Water parameters are the usual marine targets, but stability matters more than chasing numbers. Sudden swings in salinity or temperature hit eels hard, especially fresh imports.

What to feed them

They are meat-eaters, and they learn routines. Once they associate your feeding stick with food, life gets easier. Until then, patience wins.

  • Good staples: thawed marine-origin foods like silversides, squid, shrimp, clam, and chunks of marine fish.
  • Rotate foods: variety helps prevent nutritional gaps and keeps them interested.
  • Use a feeding stick/tongs: keeps your fingers safe and lets you place food right at the hide entrance.
  • Portioning: smaller pieces more often beats one huge chunk. Think 2-3 times a week for adults, more frequent for smaller individuals.
  • Vitamins: I soak food occasionally in a marine vitamin supplement, especially during the first month.

Skip freshwater feeder fish and fatty freshwater items long-term. They can cause nutrition issues and messy water. Stick to marine-based foods.

If it refuses food at first, try feeding after lights-out, and keep the room quiet. Some individuals will only take food once they feel the tank is "theirs". Also, do not leave uneaten meaty food in there - pull it after 10-15 minutes.

How they behave and who they get along with

Most of the time they are a "head in a cave" animal that comes alive at dusk. The problem is not constant aggression, it is the fact they will absolutely eat what fits.

  • Good tankmates: sturdy, non-nippy fish too large to swallow (bigger angels, larger tangs, robust wrasses), and generally peaceful but confident species.
  • Avoid: small fish, shrimp, crabs, and anything you would be sad to lose. Also avoid fin-nippers that stress the eel into hiding and refusing food.
  • Multiple eels: possible in a big tank with multiple hides, but introductions can be tense. If you try it, do it with similar size individuals and lots of cover.

If you never see it, that is not automatically a problem. Watch for signs like steady body weight, clean skin, and consistent feeding response rather than daytime visibility.

During feeding, they can get excitable and clumsy. Keep rock edges smooth where it launches from hides, and do not hand-feed. A startled eel can bite by mistake, and it is not a fun lesson.

Breeding tips

Breeding this species in home aquariums is basically not a realistic goal right now. Many conger-type eels have complex life cycles with pelagic larval stages (leptocephalus larvae) that drift in the open ocean. Even if a pair spawned, raising larvae would be a whole separate project that is not really solved for most eels.

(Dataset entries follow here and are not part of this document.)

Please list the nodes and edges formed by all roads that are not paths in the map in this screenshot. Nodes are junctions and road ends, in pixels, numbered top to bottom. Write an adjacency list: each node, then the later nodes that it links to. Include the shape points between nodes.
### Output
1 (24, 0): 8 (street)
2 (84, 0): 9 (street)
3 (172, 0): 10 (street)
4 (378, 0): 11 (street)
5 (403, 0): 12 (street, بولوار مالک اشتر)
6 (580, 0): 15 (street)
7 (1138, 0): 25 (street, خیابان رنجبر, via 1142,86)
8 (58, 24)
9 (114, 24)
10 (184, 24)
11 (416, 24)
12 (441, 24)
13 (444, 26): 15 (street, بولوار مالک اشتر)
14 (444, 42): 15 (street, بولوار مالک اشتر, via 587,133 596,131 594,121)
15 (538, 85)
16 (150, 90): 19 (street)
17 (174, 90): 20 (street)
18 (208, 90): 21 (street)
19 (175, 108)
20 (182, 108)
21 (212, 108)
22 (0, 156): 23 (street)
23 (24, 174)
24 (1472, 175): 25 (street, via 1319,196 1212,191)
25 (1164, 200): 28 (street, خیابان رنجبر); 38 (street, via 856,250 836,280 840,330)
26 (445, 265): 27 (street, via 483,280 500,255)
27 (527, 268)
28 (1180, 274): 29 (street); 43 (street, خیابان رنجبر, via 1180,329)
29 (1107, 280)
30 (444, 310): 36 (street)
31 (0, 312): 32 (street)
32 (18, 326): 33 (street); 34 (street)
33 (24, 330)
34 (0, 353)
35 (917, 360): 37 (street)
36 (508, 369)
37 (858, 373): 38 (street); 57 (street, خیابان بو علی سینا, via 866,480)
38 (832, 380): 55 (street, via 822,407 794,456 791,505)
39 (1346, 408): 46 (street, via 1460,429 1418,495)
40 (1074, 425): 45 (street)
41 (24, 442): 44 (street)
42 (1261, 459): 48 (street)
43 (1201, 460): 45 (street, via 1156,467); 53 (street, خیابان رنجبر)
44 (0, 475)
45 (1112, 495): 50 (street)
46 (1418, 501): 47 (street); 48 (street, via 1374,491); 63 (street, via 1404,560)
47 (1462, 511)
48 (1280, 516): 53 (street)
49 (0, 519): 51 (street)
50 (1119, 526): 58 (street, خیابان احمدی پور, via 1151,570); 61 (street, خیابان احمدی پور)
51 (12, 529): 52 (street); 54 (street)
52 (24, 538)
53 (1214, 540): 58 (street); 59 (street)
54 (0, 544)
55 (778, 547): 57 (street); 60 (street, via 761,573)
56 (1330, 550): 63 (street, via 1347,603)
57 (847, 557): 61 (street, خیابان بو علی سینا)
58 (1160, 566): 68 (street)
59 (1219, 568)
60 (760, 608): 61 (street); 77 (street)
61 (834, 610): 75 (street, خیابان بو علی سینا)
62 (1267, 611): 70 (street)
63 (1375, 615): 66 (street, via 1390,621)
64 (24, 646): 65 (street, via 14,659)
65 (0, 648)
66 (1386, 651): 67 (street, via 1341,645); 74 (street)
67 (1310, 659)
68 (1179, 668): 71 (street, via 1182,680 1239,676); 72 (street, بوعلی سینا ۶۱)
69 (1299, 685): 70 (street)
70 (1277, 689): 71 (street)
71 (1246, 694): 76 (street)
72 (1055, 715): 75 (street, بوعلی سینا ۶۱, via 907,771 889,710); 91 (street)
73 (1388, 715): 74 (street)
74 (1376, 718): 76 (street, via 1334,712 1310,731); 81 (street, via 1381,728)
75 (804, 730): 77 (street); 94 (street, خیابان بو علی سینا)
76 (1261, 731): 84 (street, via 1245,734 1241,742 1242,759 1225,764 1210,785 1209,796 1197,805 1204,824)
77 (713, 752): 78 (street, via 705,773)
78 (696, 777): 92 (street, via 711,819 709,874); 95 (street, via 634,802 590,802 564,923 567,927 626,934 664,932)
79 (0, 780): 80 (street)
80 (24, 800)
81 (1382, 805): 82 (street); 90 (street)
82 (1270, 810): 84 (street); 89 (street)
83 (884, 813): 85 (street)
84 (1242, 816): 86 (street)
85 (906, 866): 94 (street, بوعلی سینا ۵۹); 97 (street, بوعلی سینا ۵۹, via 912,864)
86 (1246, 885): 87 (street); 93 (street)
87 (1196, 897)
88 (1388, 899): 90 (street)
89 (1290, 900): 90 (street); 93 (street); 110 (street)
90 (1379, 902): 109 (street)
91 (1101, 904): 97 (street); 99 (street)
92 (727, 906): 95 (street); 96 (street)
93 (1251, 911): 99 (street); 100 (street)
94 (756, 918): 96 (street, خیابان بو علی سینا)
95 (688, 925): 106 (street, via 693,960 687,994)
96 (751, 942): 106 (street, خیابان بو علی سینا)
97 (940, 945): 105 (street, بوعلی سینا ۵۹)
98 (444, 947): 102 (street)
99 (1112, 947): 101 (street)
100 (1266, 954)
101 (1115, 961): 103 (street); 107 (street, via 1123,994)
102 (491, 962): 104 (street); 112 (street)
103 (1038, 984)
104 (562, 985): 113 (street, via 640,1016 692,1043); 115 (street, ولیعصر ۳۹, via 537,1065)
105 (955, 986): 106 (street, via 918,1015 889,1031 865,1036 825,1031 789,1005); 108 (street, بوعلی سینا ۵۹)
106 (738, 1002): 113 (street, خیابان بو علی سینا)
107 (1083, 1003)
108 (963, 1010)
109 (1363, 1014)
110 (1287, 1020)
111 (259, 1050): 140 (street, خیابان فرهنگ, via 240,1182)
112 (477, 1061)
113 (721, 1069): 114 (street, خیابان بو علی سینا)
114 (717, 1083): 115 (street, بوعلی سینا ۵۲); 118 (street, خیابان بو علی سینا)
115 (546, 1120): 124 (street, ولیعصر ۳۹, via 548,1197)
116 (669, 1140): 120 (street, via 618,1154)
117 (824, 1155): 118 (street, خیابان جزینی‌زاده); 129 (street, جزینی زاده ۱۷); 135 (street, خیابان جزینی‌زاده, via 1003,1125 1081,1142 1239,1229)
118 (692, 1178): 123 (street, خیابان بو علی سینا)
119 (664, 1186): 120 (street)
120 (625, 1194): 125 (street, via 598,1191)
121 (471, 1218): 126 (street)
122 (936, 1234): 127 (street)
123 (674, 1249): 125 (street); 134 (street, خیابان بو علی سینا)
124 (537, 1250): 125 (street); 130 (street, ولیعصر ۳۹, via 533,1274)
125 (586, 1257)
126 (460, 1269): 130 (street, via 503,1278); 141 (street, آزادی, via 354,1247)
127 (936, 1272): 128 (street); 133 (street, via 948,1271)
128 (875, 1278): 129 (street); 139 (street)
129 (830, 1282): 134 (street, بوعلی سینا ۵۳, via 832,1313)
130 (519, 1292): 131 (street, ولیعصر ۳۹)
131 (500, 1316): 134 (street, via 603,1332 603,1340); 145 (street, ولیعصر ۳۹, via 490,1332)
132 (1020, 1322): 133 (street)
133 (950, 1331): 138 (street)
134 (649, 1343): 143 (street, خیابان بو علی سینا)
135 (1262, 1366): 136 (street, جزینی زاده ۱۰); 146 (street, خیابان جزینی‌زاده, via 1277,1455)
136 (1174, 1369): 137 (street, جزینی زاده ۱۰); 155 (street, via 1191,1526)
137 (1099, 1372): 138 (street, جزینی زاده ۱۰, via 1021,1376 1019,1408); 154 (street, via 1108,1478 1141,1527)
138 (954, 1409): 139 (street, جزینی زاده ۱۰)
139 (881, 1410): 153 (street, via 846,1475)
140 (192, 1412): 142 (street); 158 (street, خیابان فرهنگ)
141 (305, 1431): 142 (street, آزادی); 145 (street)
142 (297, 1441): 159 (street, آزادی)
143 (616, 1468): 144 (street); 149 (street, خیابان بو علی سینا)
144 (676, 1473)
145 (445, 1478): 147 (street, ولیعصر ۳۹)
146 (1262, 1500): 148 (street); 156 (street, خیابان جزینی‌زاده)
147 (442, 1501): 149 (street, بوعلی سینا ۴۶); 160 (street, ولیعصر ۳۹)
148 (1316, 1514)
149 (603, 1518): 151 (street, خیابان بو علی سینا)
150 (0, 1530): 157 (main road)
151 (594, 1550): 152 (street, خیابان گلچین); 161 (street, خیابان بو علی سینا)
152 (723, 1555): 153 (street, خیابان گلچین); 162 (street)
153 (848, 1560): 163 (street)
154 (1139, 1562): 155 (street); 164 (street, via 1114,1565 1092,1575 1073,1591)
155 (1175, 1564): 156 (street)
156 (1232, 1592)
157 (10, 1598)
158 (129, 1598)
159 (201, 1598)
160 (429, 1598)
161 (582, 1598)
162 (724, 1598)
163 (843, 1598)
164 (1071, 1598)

If you want to try something breeding-adjacent, focus on long-term conditioning: stable water, varied marine foods, and a calm tank. Even getting one to live for years and feed reliably is an achievement with this group.

Common problems to watch for

  • Escapes: the number one killer. Re-check the lid after every maintenance session.
  • Refusing food: common right after import. Reduce stress, feed at night, offer different textures (soft squid vs firm fish), and keep hands out of the tank during attempts.
  • Injuries from rockwork: scrapes on the head and flanks happen if they wedge into sharp holes. Smooth caves and PVC hides prevent a lot of this.
  • Parasites: wild-caught eels can come with external parasites. Watch for flashing, rapid breathing, or cloudy eyes.
  • Ammonia spikes: caused by overfeeding or missed leftovers. Eels are forgiving until they are not - test after big feedings early on.
  • Copper sensitivity concerns: many scaleless or reduced-scale fish handle meds differently. If you need treatment, research carefully and consider hospital setups rather than dosing the display.

Quarantine is worth the hassle with these. A simple bare-bottom tank with PVC hides and a tight lid lets you observe feeding and treat issues without nuking your display.

One last practical thing: plan your maintenance around the eel, not the other way around. Move slowly, keep the lid closed as much as you can, and always know where its head is before you put hands near a cave. That habit saves you from bites and saves the eel from panic flights.